Harvey Berger (August 30, 1938 – August 2007) was a scientist and inventor. He invented the modern commercial ultrasonic nozzle, which in its application has brought many benefits to the fields of research, combustion and manufacturing. Berger founded Sono-Tek Corporation based on this technology and while working at the company he made contributions to the fields of combustion, semiconductor manufacturing, electronic printed circuit board manufacturing, drug eluting stents and spray drying. Berger died in August 2007 after a struggle with liver cancer. He was survived by his wife Donna and by his three children, Michael, Robyn and Barbara.

==Early life and education==

Harvey Berger was born on August 30, 1938, in Brooklyn, New York. His parents were Regina Landow and Bernard Berger, a local pharmacist. His family later moved into the Hudson Valley region in mid-state New York.

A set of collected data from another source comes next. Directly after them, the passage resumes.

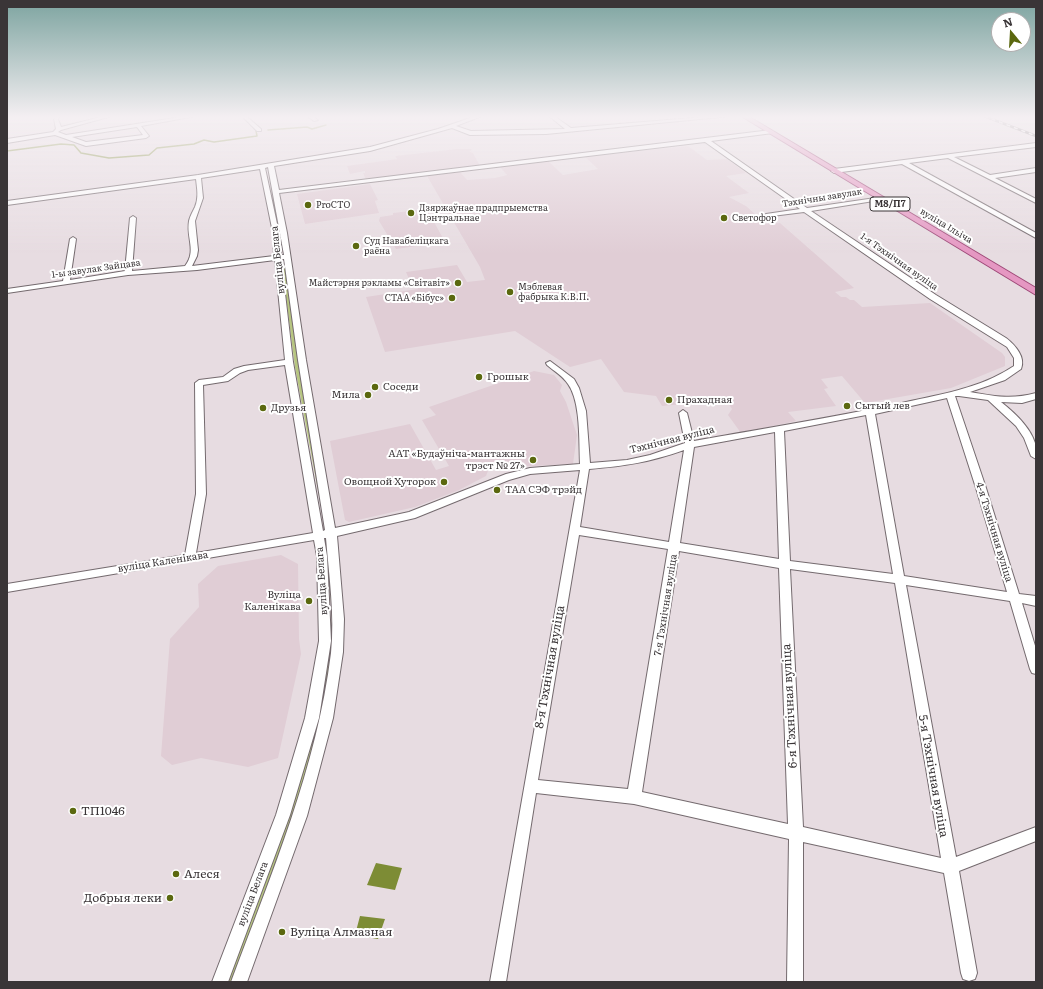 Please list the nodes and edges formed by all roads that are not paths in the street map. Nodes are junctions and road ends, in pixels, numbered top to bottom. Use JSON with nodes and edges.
{"nodes":[{"id":1,"x":290,"y":162,"type":"edge"},
{"id":2,"x":522,"y":162,"type":"edge"},
{"id":3,"x":737,"y":162,"type":"edge"},
{"id":4,"x":821,"y":162,"type":"edge"},
{"id":5,"x":902,"y":162,"type":"edge"},
{"id":6,"x":903,"y":162,"type":"edge"},
{"id":7,"x":960,"y":162,"type":"edge"},
{"id":8,"x":266,"y":166,"type":"junction"},
{"id":9,"x":834,"y":170,"type":"junction"},
{"id":10,"x":1036,"y":170,"type":"edge"},
{"id":11,"x":198,"y":177,"type":"junction"},
{"id":12,"x":990,"y":177,"type":"junction"},
{"id":13,"x":275,"y":192,"type":"junction"},
{"id":14,"x":1033,"y":197,"type":"edge"},
{"id":15,"x":880,"y":198,"type":"junction"},
{"id":16,"x":1036,"y":201,"type":"edge"},
{"id":17,"x":7,"y":203,"type":"edge"},
{"id":18,"x":808,"y":210,"type":"junction"},
{"id":19,"x":766,"y":216,"type":"dead end"},
{"id":20,"x":133,"y":218,"type":"dead end"},
{"id":21,"x":1036,"y":236,"type":"edge"},
{"id":22,"x":73,"y":239,"type":"dead end"},
{"id":23,"x":282,"y":258,"type":"junction"},
{"id":24,"x":187,"y":268,"type":"junction"},
{"id":25,"x":128,"y":273,"type":"junction"},
{"id":26,"x":66,"y":282,"type":"junction"},
{"id":27,"x":7,"y":291,"type":"edge"},
{"id":28,"x":1036,"y":292,"type":"edge"},
{"id":29,"x":290,"y":362,"type":"junction"},
{"id":30,"x":550,"y":363,"type":"dead end"},
{"id":31,"x":954,"y":394,"type":"junction"},
{"id":32,"x":1036,"y":396,"type":"edge"},
{"id":33,"x":991,"y":398,"type":"junction"},
{"id":34,"x":870,"y":412,"type":"junction"},
{"id":35,"x":683,"y":413,"type":"dead end"},
{"id":36,"x":779,"y":430,"type":"junction"},
{"id":37,"x":690,"y":445,"type":"junction"},
{"id":38,"x":1036,"y":456,"type":"edge"},
{"id":39,"x":585,"y":467,"type":"junction"},
{"id":40,"x":574,"y":530,"type":"junction"},
{"id":41,"x":331,"y":533,"type":"junction"},
{"id":42,"x":319,"y":536,"type":"junction"},
{"id":43,"x":675,"y":547,"type":"junction"},
{"id":44,"x":190,"y":558,"type":"junction"},
{"id":45,"x":784,"y":564,"type":"junction"},
{"id":46,"x":898,"y":579,"type":"junction"},
{"id":47,"x":7,"y":588,"type":"edge"},
{"id":48,"x":1014,"y":598,"type":"junction"},
{"id":49,"x":1036,"y":601,"type":"edge"},
{"id":50,"x":1036,"y":669,"type":"edge"},
{"id":51,"x":530,"y":786,"type":"junction"},
{"id":52,"x":634,"y":797,"type":"junction"},
{"id":53,"x":796,"y":834,"type":"junction"},
{"id":54,"x":1036,"y":834,"type":"edge"},
{"id":55,"x":950,"y":867,"type":"junction"},
{"id":56,"x":969,"y":973,"type":"dead end"},
{"id":57,"x":220,"y":982,"type":"edge"},
{"id":58,"x":239,"y":982,"type":"edge"},
{"id":59,"x":498,"y":982,"type":"edge"},
{"id":60,"x":795,"y":982,"type":"edge"}],
"edges":[{"from":1,"to":8,"type":"street"},
{"from":2,"to":13,"type":"street"},
{"from":3,"to":18,"type":"street","name":"1-я Тэхнічная вуліца"},
{"from":4,"to":9,"type":"main road","name":"вуліца Ільіча","number":"М8/П7"},
{"from":5,"to":9,"type":"street"},
{"from":6,"to":21,"type":"street"},
{"from":7,"to":12,"type":"street"},
{"from":8,"to":11,"type":"street"},
{"from":8,"to":13,"type":"street","name":"вуліца Белага"},
{"from":8,"to":23,"type":"street","name":"вуліца Белага"},
{"from":9,"to":15,"type":"main road","name":"вуліца Ільіча","number":"М8/П7"},
{"from":10,"to":12,"type":"street"},
{"from":11,"to":17,"type":"street"},
{"from":11,"to":24,"type":"street"},
{"from":12,"to":14,"type":"street"},
{"from":13,"to":23,"type":"street","name":"вуліца Белага"},
{"from":14,"to":16,"type":"street"},
{"from":15,"to":18,"type":"street","name":"Тэхнічны завулак"},
{"from":15,"to":28,"type":"main road","name":"вуліца Ільіча","number":"М8/П7"},
{"from":18,"to":19,"type":"street","name":"Тэхнічны завулак"},
{"from":18,"to":31,"type":"street","name":"1-я Тэхнічная вуліца"},
{"from":20,"to":25,"type":"street"},
{"from":22,"to":26,"type":"street"},
{"from":23,"to":24,"type":"street","name":"1-ы завулак Зайцава"},
{"from":23,"to":29,"type":"street","name":"вуліца Белага"},
{"from":23,"to":41,"type":"street","name":"вуліца Белага"},
{"from":24,"to":25,"type":"street","name":"1-ы завулак Зайцава"},
{"from":25,"to":26,"type":"street","name":"1-ы завулак Зайцава"},
{"from":26,"to":27,"type":"street","name":"1-ы завулак Зайцава"},
{"from":29,"to":42,"type":"street","name":"вуліца Белага"},
{"from":29,"to":44,"type":"street"},
{"from":30,"to":39,"type":"street","name":"8-я Тэхнічная вуліца"},
{"from":31,"to":33,"type":"street","name":"Тэхнічная вуліца"},
{"from":31,"to":34,"type":"street","name":"Тэхнічная вуліца"},
{"from":31,"to":48,"type":"street","name":"4-я Тэхнічная вуліца"},
{"from":32,"to":33,"type":"street","name":"Тэхнічная вуліца"},
{"from":33,"to":38,"type":"street"},
{"from":34,"to":36,"type":"street","name":"Тэхнічная вуліца"},
{"from":34,"to":46,"type":"street","name":"5-я Тэхнічная вуліца"},
{"from":35,"to":37,"type":"street","name":"7-я Тэхнічная вуліца"},
{"from":36,"to":37,"type":"street","name":"Тэхнічная вуліца"},
{"from":36,"to":45,"type":"street","name":"6-я Тэхнічная вуліца"},
{"from":37,"to":39,"type":"street","name":"Тэхнічная вуліца"},
{"from":37,"to":43,"type":"street","name":"7-я Тэхнічная вуліца"},
{"from":39,"to":40,"type":"street","name":"8-я Тэхнічная вуліца"},
{"from":39,"to":41,"type":"street","name":"Тэхнічная вуліца"},
{"from":40,"to":43,"type":"street"},
{"from":40,"to":51,"type":"street","name":"8-я Тэхнічная вуліца"},
{"from":41,"to":42,"type":"street","name":"Тэхнічная вуліца"},
{"from":41,"to":58,"type":"street","name":"вуліца Белага"},
{"from":42,"to":44,"type":"street","name":"вуліца Каленікава"},
{"from":42,"to":57,"type":"street","name":"вуліца Белага"},
{"from":43,"to":45,"type":"street"},
{"from":43,"to":52,"type":"street","name":"7-я Тэхнічная вуліца"},
{"from":44,"to":47,"type":"street","name":"вуліца Каленікава"},
{"from":45,"to":46,"type":"street"},
{"from":45,"to":53,"type":"street","name":"6-я Тэхнічная вуліца"},
{"from":46,"to":48,"type":"street"},
{"from":46,"to":55,"type":"street","name":"5-я Тэхнічная вуліца"},
{"from":48,"to":49,"type":"street"},
{"from":48,"to":50,"type":"street","name":"4-я Тэхнічная вуліца"},
{"from":51,"to":52,"type":"street"},
{"from":51,"to":59,"type":"street","name":"8-я Тэхнічная вуліца"},
{"from":52,"to":53,"type":"street"},
{"from":53,"to":55,"type":"street"},
{"from":53,"to":60,"type":"street","name":"6-я Тэхнічная вуліца"},
{"from":54,"to":55,"type":"street"},
{"from":55,"to":56,"type":"street","name":"5-я Тэхнічная вуліца"}]}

Berger earned a degree in Nuclear physics from Rensselaer Polytechnic Institute in 1960. During the 1960s he did work for General Electric while developing his doctoral thesis entitled "Effects of Recoilless Emission on Gamma-Gamma Angular Correlation in Sn-199" for which was awarded his PhD in Physics from RPI in June 1969.

==Career==

While working at GE on various projects related to his doctoral thesis and the Mössbauer effect, Berger also did research on polymer chemistry and Cherenkov radiation. He later worked at Espey Manufacturing and Electronics Corporation where he began to work deeply in the field airflow, thermal dynamics, and combustion.

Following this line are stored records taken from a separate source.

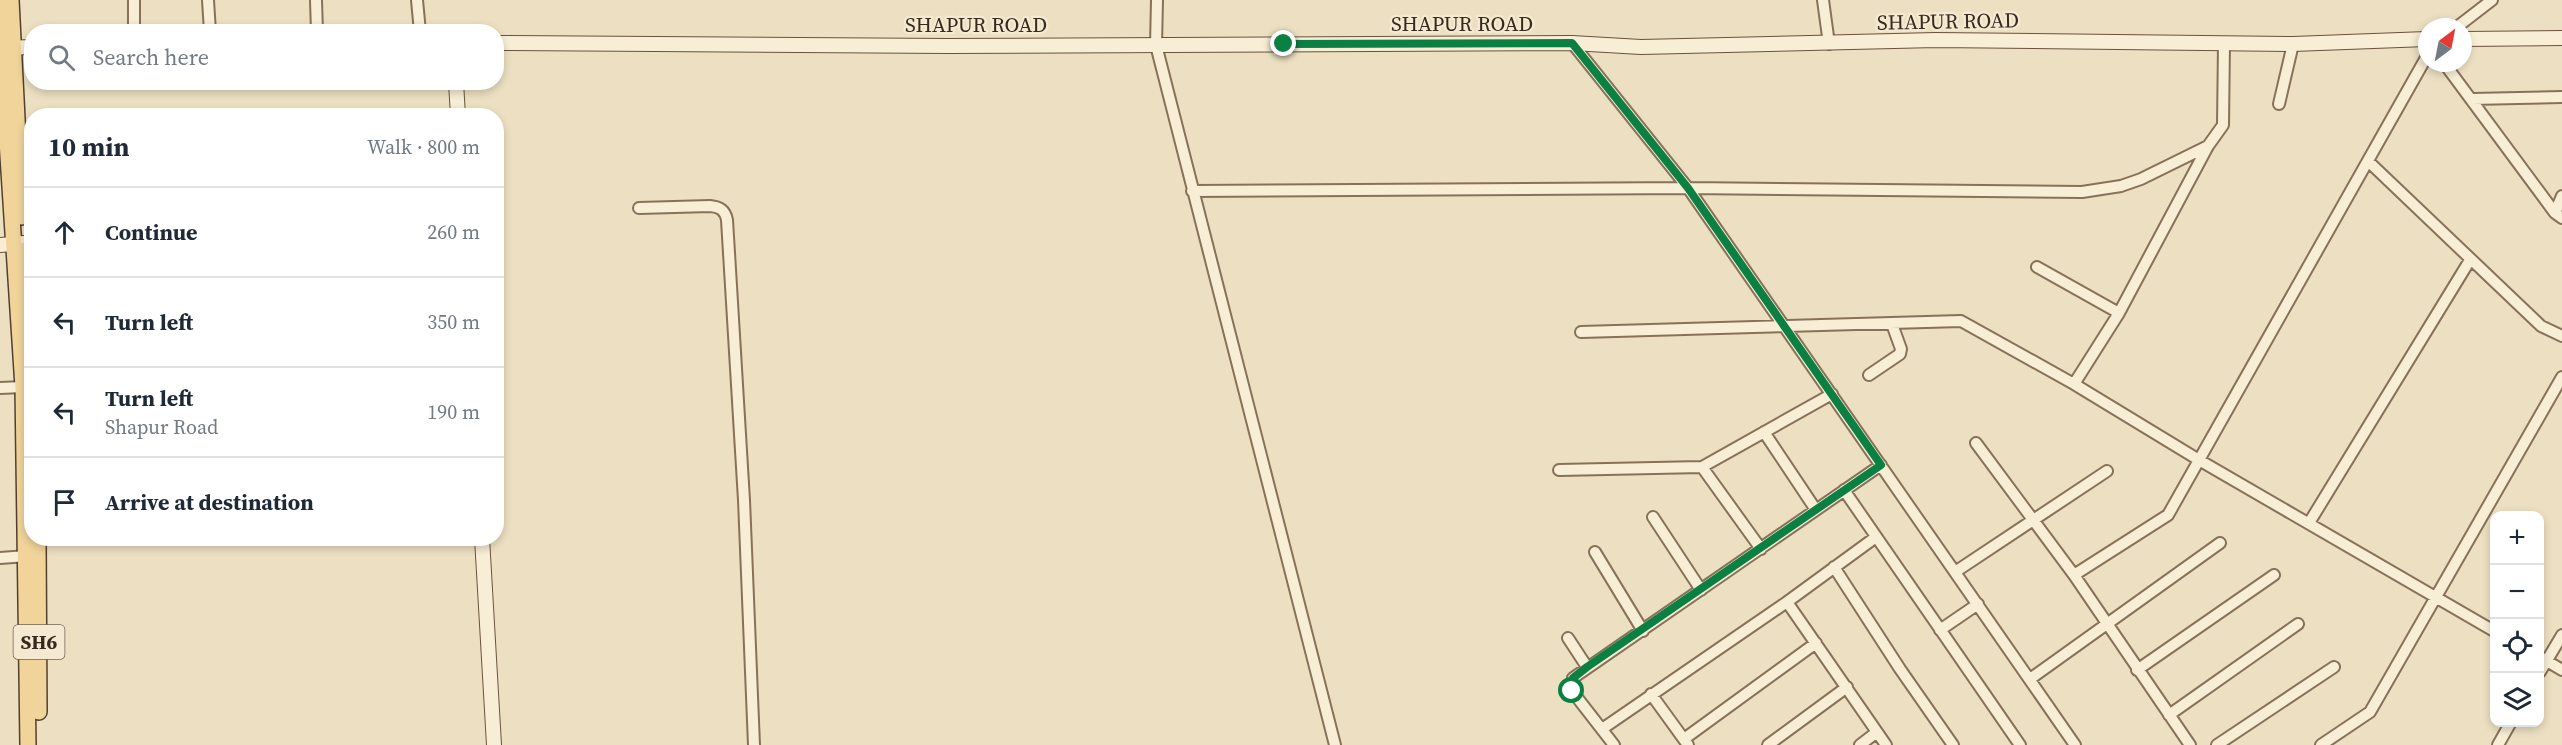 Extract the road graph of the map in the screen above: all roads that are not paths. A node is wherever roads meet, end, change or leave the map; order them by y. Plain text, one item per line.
1 (0, 0) edge
2 (11, 0) edge
3 (134, 0) edge
4 (208, 0) edge
5 (316, 0) edge
6 (417, 0) edge
7 (1157, 0) edge
8 (1823, 0) edge
9 (2492, 0) edge
10 (2469, 18) edge
11 (134, 24) edge
12 (210, 24) edge
13 (317, 24) edge
14 (419, 24) edge
15 (2562, 38) edge
16 (2418, 39) edge
17 (2472, 39) edge
18 (1572, 43) junction
19 (2224, 43) junction
20 (504, 44) edge
21 (1829, 44) junction
22 (2293, 44) junction
23 (1156, 45) junction
24 (24, 47) edge
25 (7, 48) edge
26 (2418, 72) edge
27 (2451, 72) edge
28 (456, 90) edge
29 (2562, 97) edge
30 (2472, 99) junction
31 (2279, 104) dead end
32 (458, 108) edge
33 (2208, 146) junction
34 (2369, 162) junction
35 (1688, 188) junction
36 (1192, 191) junction
37 (2562, 196) edge
38 (639, 208) dead end
39 (2558, 215) edge
40 (13, 244) edge
41 (2470, 260) junction
42 (2037, 267) dead end
43 (24, 300) edge
44 (2119, 313) junction
45 (1892, 324) junction
46 (1785, 327) junction
47 (1581, 332) dead end
48 (2562, 336) edge
49 (1869, 375) dead end
50 (2562, 377) edge
51 (2074, 384) junction
52 (23, 387) junction
53 (0, 388) edge
54 (1832, 394) junction
55 (24, 429) edge
56 (1764, 432) junction
57 (1976, 443) dead end
58 (2199, 460) junction
59 (1881, 465) junction
60 (1702, 467) junction
61 (1560, 470) dead end
62 (2107, 471) dead end
63 (1844, 490) junction
64 (1816, 510) junction
65 (1653, 517) dead end
66 (2034, 520) junction
67 (2309, 523) junction
68 (1876, 537) junction
69 (2220, 543) dead end
70 (27, 546) edge
71 (38, 546) edge
72 (482, 546) edge
73 (1761, 549) junction
74 (1595, 552) dead end
75 (27, 556) junction
76 (0, 558) edge
77 (1834, 567) junction
78 (1955, 572) junction
79 (2074, 574) junction
80 (2274, 575) dead end
81 (1701, 590) junction
82 (2434, 596) junction
83 (1787, 602) junction
84 (1978, 604) junction
85 (2106, 623) junction
86 (2298, 624) dead end
87 (2490, 629) edge
88 (1940, 630) junction
89 (1643, 631) junction
90 (2562, 635) edge
91 (1568, 638) dead end
92 (1816, 643) junction
93 (2544, 658) edge
94 (2544, 660) edge
95 (1587, 667) junction
96 (2334, 667) dead end
97 (2138, 670) junction
98 (2562, 670) edge
99 (2030, 679) junction
100 (1847, 687) junction
101 (1651, 694) junction
102 (2169, 715) junction
103 (2509, 727) edge
104 (1602, 729) junction
105 (1877, 732) junction
106 (1686, 742) edge
107 (2070, 743) edge
108 (28, 745) edge
109 (39, 745) edge
110 (494, 745) edge
111 (754, 745) edge
112 (1335, 745) edge
113 (1614, 745) edge
114 (1768, 745) edge
115 (1860, 745) edge
116 (1887, 745) edge
117 (1953, 745) edge
118 (2020, 745) edge
119 (2190, 745) edge
120 (2217, 745) edge
121 (2321, 745) edge
122 (2498, 745) edge

1 - 25 main road, SH6
2 - 25 main road, SH6
3 - 11 street
4 - 12 street
5 - 13 street
6 - 14 street
7 - 23 street
8 - 21 street
9 - 10 street
15 - 17 street
16 - 22 street, SHAPUR ROAD
18 - 21 street, SHAPUR ROAD
18 - 23 street, SHAPUR ROAD
18 - 35 street
19 - 21 street, SHAPUR ROAD
19 - 22 street, SHAPUR ROAD
19 - 33 street
20 - 23 street, SHAPUR ROAD
22 - 31 street
23 - 36 street
24 - 25 street
25 - 40 main road, SH6
26 - 34 street
27 - 30 street
28 - 32 street
29 - 30 street
30 - 39 street
33 - 35 street
33 - 44 street
34 - 41 street
34 - 58 street
35 - 36 street
35 - 46 street
36 - 112 street
37 - 39 street
38 - 111 street
40 - 43 main road, SH6
40 - 52 main road, SH6
41 - 48 street
41 - 67 street
42 - 44 street
44 - 51 street
45 - 46 street
45 - 49 street
45 - 51 street
46 - 47 street
46 - 54 street
50 - 82 street
51 - 58 street
52 - 53 street
52 - 55 main road, SH6
54 - 56 street
54 - 59 street
56 - 60 street
56 - 64 street
57 - 66 street
58 - 67 street
58 - 79 street
59 - 63 street
59 - 78 street
60 - 61 street
60 - 73 street
62 - 66 street
63 - 64 street
63 - 68 street
64 - 73 street
65 - 81 street
66 - 78 street
66 - 79 street
67 - 82 street
68 - 77 street
68 - 88 street
69 - 85 street
70 - 75 main road, SH6
71 - 109 main road, SH6
72 - 110 street
73 - 81 street
74 - 89 street
75 - 76 street
75 - 108 main road, SH6
77 - 83 street
77 - 117 street
78 - 84 street
79 - 85 street
80 - 97 street
81 - 89 street
82 - 87 street
82 - 121 street
83 - 92 street
83 - 101 street
84 - 88 street
84 - 99 street
85 - 97 street
85 - 99 street
86 - 102 street
88 - 118 street
89 - 95 street
90 - 93 street
91 - 95 street
92 - 100 street
92 - 106 street
94 - 98 street
95 - 104 street
96 - 120 street
97 - 102 street
99 - 107 street
100 - 105 street
100 - 114 street
101 - 104 street
101 - 106 street
102 - 119 street
103 - 122 street
104 - 113 street
105 - 115 street
105 - 116 street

===Ultrasonic Atomization===

Berger based his work on ultrasonic atomization first from the work of John William Strutt, 3rd Baron Rayleigh and his capillary waves in liquid as they relate to the frequency of vibration, imposed and on that of Robert J. Lang whose published experiments involved atomizing melted wax and cooling and collecting the resultant small beads which he could measure. Lang's work showed a direct correlation between the sizes and the frequency of the vibrations that produced them.

In 1973 and 1974 Berger was working to counter the effects of the 1973 oil crisis, believing that the advantages of ultrasonic spray would make heating a building more efficient; an idea for which he later file and received one of his many US Patents on a design of an ultrasonic nozzle. By the time Berger and his team had worked out a viable commercial design, the woes of oil crisis had passed and he set out to find the right applications for his new technology.

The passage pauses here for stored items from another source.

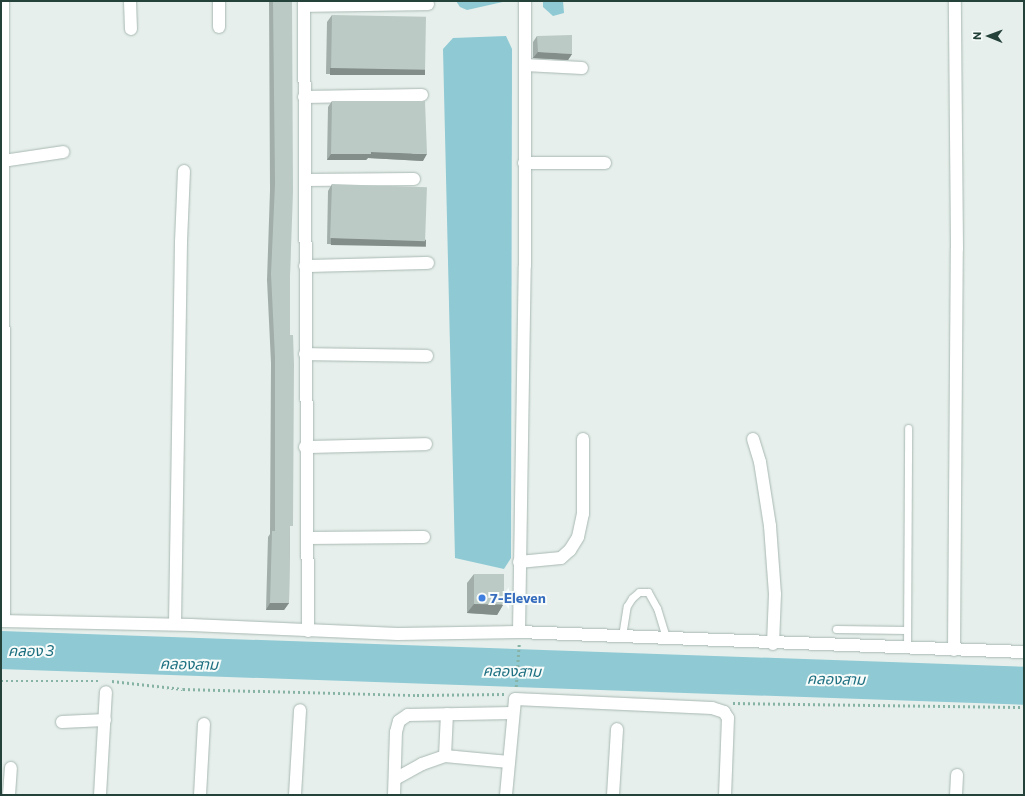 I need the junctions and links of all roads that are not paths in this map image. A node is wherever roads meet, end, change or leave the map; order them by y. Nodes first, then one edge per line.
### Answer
1 (3, 1) edge
2 (130, 1) edge
3 (219, 1) edge
4 (525, 1) edge
5 (955, 1) edge
6 (304, 3) edge
7 (428, 4) dead end
8 (219, 27) dead end
9 (131, 29) dead end
10 (525, 65) junction
11 (582, 68) dead end
12 (422, 95) dead end
13 (304, 97) junction
14 (63, 152) dead end
15 (3, 161) junction
16 (524, 163) junction
17 (605, 163) dead end
18 (184, 171) dead end
19 (414, 179) dead end
20 (304, 180) junction
21 (428, 263) dead end
22 (305, 266) junction
23 (305, 354) junction
24 (427, 356) dead end
25 (908, 428) dead end
26 (583, 439) dead end
27 (753, 439) dead end
28 (426, 444) dead end
29 (305, 447) junction
30 (424, 537) dead end
31 (308, 538) junction
32 (519, 562) junction
33 (2, 620) edge
34 (176, 624) junction
35 (836, 629) dead end
36 (907, 630) junction
37 (308, 631) junction
38 (519, 632) junction
39 (622, 636) junction
40 (666, 638) junction
41 (773, 644) junction
42 (907, 648) junction
43 (954, 650) junction
44 (1024, 652) edge
45 (106, 692) dead end
46 (300, 710) dead end
47 (513, 713) junction
48 (447, 714) junction
49 (104, 720) junction
50 (62, 722) dead end
51 (204, 724) dead end
52 (617, 729) dead end
53 (445, 756) junction
54 (509, 762) junction
55 (11, 768) dead end
56 (957, 775) dead end
57 (395, 779) junction
58 (9, 795) edge
59 (100, 795) edge
60 (200, 795) edge
61 (295, 795) edge
62 (394, 795) edge
63 (506, 795) edge
64 (613, 795) edge
65 (725, 795) edge
66 (956, 795) edge

1 - 15 street
2 - 9 street
3 - 8 street
4 - 10 street
5 - 43 street
6 - 7 street
6 - 13 street
10 - 11 street
10 - 16 street
12 - 13 street
13 - 20 street
14 - 15 street
15 - 33 street
16 - 17 street
16 - 32 street
18 - 34 street
19 - 20 street
20 - 22 street
21 - 22 street
22 - 23 street
23 - 24 street
23 - 29 street
25 - 36 lane
26 - 32 street
27 - 41 street
28 - 29 street
29 - 31 street
30 - 31 street
31 - 37 street
32 - 38 street
33 - 34 street
34 - 37 street
35 - 36 lane
36 - 42 lane
37 - 38 street
38 - 39 street
39 - 40 street
39 - 40 lane
40 - 41 street
41 - 42 street
42 - 43 street
43 - 44 street
45 - 49 street
46 - 61 street
47 - 48 street
47 - 54 street
47 - 65 street
48 - 53 street
48 - 57 street
49 - 50 street
49 - 59 street
51 - 60 street
52 - 64 street
53 - 54 street
53 - 57 street
54 - 63 street
55 - 58 street
56 - 66 street
57 - 62 street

In addition to the many patents Berger was granted for his work , , et al., he was published and cited in many technical journals such as his introduction of the technology to The International Conference on Liquid Atomization and Spray Systems

Berger "wrote the book" on the subject matter and published Ultrasonic Liquid Atomization, Theory and Application in 1998.

Being the father of the application of the technology, Harvey Berger was frequently called to speak on the matter and write publications regarding its benefits in certain applications, such as medical applications and more specifically the coating of drug-eluting stents.